蒲月从储藏室探出头:“那门铃又开始了?”
“第三遍了。”蒲泛星趴在柜台上,下巴搁在手背上,“上次修它的师傅说,这是门铃在表达对工作环境的不满。”
“门铃还有情绪?”郗泠觉问。她正在帮哲学家猫梳毛,那只暹罗猫在她腿上眯着眼,发出满足的呼噜声,光晕呈现放松的淡金色。
“在月伴宠物店,万物皆有灵。”蒲泛星一本正经,“比如那台收银机,晴天的时候算账特别快,阴天就老卡纸。还有那个猫爬架,暴暴爬上去的时候会发出‘吱呀——’的叹息声,仿佛在说‘又来了’。”
仿佛为了证明她的话,暴暴恰好在这时冲向猫爬架。金毛犬庞大的身躯挤进猫用的空间,架子果然发出一声悠长的“吱——呀——”,像老人伸懒腰。
三只猫同时从架子上跳下来,用“这傻大个又来了”的眼神看着暴暴。暴暴浑然不觉,在架子上找到了个舒服的姿势,趴下,尾巴垂下来晃啊晃。
“看吧。”蒲泛星摊手。
郗泠觉低头看着腿上的哲学家猫。猫睁开眼睛,蓝眼睛与她短暂对视,然后张嘴发出一声若有所思的“喵”。
“他说什么?”郗泠觉问。
“他说……”蒲泛星侧耳倾听,“‘人类的指尖温度比猫爪高0.5度,但传递的安宁感是等量的’——看,果然是哲学家。”
郗泠觉继续梳毛。猫毛柔软顺滑,在她的动作下,哲学家的光晕里浮现出小小的粉色斑点——舒适和信任的颜色。
四点三十五分,店里来了今天的最后一位客人。
门铃唱到“叮咚叮咚叮——”,卡住。推门进来的是个年轻男人,大概二十出头,穿着宽松的浅灰色卫衣,头发染成雾霾蓝色,肩上背着一个帆布包。他进来时动作很轻,像怕惊扰了什么。
“欢迎光临。”蒲月从柜台后站起来,“需要什么?”
男人环顾店内,目光在动物们身上一一扫过。他的眼神很特别,不是普通的顾客那种“啊好可爱”的兴奋,而是更专注的、观察性的目光。

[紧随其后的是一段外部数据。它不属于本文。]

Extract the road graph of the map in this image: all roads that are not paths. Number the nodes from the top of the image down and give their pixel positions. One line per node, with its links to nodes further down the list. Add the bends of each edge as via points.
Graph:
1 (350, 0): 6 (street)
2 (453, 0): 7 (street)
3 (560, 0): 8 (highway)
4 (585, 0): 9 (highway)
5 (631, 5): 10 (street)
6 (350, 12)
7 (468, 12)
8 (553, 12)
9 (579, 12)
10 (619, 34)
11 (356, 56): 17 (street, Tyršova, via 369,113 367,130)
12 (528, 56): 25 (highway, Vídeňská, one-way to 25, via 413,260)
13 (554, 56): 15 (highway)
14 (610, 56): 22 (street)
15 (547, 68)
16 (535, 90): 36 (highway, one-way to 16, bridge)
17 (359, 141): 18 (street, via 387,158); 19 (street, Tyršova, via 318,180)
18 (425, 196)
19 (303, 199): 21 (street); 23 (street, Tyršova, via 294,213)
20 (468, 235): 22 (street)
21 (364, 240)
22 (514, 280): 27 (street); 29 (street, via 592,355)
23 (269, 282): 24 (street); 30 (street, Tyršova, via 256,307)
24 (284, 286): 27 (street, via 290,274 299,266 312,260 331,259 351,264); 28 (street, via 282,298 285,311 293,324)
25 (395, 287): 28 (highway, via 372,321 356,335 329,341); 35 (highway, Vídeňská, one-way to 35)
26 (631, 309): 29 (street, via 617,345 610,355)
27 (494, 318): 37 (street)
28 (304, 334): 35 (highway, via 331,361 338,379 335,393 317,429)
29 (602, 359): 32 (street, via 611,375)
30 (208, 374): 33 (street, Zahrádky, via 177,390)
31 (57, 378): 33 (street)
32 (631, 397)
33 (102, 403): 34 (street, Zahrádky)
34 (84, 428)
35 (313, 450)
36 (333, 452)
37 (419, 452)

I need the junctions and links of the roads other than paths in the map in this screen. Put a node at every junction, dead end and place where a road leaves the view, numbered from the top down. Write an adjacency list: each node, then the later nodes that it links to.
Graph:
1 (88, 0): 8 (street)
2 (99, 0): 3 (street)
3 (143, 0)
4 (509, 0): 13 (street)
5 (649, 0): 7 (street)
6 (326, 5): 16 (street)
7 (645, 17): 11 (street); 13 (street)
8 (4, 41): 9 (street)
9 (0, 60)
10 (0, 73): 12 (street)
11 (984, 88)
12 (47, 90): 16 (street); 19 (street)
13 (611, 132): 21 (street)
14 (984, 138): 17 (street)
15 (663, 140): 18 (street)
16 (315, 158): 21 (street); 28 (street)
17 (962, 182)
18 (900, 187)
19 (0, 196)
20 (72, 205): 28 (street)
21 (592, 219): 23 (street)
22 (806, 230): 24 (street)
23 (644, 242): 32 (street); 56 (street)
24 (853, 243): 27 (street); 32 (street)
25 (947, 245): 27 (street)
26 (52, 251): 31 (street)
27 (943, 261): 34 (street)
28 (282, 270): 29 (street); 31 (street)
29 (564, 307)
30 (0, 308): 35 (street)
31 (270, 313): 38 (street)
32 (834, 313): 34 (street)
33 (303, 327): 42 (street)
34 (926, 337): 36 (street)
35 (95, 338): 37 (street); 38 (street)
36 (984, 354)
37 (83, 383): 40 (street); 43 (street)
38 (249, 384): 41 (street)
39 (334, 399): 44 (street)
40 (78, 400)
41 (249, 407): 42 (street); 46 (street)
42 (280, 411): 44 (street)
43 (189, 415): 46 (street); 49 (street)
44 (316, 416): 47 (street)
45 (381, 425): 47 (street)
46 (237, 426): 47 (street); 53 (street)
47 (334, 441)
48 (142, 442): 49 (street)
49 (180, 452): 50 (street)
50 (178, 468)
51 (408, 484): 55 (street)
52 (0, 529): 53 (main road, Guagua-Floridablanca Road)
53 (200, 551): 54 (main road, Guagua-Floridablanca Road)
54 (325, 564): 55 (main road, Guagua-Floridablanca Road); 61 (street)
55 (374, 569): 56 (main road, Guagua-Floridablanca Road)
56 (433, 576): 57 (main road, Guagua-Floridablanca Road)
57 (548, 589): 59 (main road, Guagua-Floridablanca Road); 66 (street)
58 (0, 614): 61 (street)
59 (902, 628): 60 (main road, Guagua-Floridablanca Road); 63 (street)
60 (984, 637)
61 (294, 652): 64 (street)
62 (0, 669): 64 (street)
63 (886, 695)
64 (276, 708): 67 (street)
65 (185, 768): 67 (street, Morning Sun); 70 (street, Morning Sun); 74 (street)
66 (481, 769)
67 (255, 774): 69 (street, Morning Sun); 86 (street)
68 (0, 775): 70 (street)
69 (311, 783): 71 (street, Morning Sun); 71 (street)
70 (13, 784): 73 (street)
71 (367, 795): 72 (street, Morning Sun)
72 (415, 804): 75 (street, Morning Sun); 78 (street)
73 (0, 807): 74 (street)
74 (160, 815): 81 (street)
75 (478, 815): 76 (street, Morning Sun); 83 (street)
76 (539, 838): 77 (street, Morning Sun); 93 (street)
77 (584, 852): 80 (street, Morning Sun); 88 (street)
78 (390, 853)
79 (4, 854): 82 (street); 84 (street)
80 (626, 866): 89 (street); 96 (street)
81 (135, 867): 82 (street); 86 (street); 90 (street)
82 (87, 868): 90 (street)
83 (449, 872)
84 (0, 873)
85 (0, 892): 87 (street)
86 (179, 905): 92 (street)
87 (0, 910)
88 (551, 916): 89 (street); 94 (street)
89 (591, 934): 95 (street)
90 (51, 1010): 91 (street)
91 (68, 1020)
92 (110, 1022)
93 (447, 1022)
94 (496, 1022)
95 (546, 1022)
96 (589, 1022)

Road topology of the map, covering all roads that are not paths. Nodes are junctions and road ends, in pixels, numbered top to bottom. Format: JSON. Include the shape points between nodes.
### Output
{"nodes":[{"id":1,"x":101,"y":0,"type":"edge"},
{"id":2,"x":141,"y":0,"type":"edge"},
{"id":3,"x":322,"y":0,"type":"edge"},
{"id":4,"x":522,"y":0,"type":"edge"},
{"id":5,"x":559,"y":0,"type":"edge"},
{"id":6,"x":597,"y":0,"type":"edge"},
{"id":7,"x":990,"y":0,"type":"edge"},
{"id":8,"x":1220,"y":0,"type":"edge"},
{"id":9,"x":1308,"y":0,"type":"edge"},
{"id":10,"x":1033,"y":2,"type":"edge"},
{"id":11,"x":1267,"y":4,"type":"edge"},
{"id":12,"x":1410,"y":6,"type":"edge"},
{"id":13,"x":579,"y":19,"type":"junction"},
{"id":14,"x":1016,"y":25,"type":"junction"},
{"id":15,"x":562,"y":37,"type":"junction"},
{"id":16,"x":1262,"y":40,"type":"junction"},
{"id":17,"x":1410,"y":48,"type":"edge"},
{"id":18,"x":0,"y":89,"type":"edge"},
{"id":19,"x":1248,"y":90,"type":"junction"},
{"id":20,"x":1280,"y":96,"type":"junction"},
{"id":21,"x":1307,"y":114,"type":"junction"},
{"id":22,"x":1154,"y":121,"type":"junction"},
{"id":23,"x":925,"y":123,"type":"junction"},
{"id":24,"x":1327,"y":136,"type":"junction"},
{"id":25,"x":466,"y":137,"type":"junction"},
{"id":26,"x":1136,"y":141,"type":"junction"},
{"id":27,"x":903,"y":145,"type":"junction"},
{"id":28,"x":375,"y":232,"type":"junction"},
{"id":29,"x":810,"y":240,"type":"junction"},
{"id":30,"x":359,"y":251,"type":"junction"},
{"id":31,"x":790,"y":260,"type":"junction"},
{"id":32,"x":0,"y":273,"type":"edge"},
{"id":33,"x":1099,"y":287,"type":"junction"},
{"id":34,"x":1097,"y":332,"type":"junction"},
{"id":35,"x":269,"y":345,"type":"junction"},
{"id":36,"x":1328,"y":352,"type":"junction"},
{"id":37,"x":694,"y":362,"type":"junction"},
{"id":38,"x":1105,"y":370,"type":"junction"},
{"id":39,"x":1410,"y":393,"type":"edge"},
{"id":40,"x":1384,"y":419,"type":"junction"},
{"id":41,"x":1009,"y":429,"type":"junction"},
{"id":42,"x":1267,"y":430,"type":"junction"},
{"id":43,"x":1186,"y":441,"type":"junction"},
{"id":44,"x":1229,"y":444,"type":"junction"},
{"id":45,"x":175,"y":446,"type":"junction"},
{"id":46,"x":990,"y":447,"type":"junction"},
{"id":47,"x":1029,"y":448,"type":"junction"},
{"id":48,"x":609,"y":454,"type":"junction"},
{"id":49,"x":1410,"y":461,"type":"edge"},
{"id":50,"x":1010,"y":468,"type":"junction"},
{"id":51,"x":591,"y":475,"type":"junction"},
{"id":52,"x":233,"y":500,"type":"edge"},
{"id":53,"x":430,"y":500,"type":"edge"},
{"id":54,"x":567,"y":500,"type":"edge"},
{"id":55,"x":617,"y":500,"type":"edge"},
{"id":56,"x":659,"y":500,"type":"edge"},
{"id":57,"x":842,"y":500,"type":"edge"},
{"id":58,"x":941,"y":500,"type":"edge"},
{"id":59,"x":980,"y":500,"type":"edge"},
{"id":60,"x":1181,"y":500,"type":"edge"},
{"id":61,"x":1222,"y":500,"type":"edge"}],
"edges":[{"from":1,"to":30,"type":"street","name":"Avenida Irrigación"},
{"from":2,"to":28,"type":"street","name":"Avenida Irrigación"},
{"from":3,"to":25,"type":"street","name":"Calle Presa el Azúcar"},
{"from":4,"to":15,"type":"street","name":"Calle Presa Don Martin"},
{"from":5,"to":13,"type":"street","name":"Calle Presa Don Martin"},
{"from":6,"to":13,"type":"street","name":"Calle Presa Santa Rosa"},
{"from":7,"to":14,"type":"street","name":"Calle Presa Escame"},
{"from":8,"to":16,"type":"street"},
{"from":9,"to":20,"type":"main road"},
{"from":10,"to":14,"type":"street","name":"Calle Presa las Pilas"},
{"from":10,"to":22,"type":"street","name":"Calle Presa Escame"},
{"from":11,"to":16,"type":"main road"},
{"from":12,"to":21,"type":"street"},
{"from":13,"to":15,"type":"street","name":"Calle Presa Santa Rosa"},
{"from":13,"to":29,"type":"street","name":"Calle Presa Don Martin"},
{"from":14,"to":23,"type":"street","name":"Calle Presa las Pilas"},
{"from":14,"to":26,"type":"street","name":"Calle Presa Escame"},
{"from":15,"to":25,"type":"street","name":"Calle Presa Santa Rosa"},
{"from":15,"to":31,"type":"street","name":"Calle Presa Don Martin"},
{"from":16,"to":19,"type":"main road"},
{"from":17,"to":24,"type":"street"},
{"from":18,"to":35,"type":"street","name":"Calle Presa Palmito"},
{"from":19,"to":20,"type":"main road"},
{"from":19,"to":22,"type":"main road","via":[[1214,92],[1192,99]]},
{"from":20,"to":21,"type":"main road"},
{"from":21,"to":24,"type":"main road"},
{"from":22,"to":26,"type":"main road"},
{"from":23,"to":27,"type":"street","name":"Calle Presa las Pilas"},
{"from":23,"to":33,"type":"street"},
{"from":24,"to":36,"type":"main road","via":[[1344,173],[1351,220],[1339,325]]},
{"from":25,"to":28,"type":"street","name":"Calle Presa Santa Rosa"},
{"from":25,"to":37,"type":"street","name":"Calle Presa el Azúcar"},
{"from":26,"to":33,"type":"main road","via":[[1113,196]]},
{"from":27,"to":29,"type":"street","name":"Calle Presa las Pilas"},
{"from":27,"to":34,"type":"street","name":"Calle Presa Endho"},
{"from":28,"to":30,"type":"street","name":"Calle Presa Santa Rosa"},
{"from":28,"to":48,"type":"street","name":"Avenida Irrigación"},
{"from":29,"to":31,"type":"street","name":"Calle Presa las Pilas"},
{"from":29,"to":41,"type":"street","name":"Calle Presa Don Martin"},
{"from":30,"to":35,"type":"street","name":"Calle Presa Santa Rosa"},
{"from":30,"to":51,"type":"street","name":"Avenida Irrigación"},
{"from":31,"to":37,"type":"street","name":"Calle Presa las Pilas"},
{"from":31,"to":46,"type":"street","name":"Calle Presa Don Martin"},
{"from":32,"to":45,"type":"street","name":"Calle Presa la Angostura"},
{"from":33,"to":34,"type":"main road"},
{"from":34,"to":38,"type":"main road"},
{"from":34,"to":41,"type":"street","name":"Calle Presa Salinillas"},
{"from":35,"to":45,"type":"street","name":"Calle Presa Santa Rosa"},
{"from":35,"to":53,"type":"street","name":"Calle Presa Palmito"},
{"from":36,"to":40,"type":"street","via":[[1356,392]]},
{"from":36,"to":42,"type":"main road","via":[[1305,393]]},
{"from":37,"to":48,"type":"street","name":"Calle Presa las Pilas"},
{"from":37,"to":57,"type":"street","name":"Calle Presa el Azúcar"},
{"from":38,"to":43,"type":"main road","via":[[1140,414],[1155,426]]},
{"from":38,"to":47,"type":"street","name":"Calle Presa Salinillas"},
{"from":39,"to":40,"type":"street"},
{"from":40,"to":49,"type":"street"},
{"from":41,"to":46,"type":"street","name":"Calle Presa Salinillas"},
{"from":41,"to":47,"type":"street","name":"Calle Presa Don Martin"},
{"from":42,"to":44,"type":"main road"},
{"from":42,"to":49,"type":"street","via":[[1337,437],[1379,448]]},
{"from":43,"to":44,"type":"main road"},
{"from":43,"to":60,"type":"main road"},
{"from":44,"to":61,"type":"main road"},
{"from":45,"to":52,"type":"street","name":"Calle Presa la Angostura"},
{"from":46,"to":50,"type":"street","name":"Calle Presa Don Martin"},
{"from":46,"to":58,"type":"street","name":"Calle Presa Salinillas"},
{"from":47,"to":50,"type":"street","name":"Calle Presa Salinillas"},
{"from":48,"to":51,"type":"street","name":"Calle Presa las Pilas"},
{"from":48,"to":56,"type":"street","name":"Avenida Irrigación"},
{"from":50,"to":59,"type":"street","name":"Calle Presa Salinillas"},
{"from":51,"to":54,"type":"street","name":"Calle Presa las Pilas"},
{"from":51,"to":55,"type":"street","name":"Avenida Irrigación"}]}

“我想看看……仓鼠用品。”他说,声音温和,“我家那只最近有点忧郁。”
蒲泛星和郗泠觉交换了一个眼神。忧郁的仓鼠?
“什么样的忧郁?”蒲月问,从柜台走出来,“不吃东西?不玩跑轮?”
“都不是。”男人走近一些,“他……坐在笼子里看窗外,一看就是几个小时。偶尔叹气。”
“仓鼠叹气?”蒲泛星忍不住问。
“有声音的。”男人认真地说,“小小的‘呼——’的一声,像在思考人生。”
店里安静了三秒。然后话痨鹦鹉突然开口:“思考人生!思考人生!仓鼠哲学家!”
男人看向鸟笼,笑了:“这鹦鹉真有意思。”
“他叫话痨。”蒲泛星介绍,“这位是郗泠觉,我朋友。我是蒲泛星,这是我姑姑蒲月。”
“我叫林叙白。”男人点头致意,“打扰了。”
郗泠觉在听到这个名字时,手指微微一顿。林叙白——这名字像水墨画里的留白,干净又有点疏离。她摘下手套(为了给猫梳毛),此刻能清晰看到林叙白身上的生命光辉:健康的银灰色,像清晨的雾,边缘有淡淡的蓝色光晕,表示平静和理性。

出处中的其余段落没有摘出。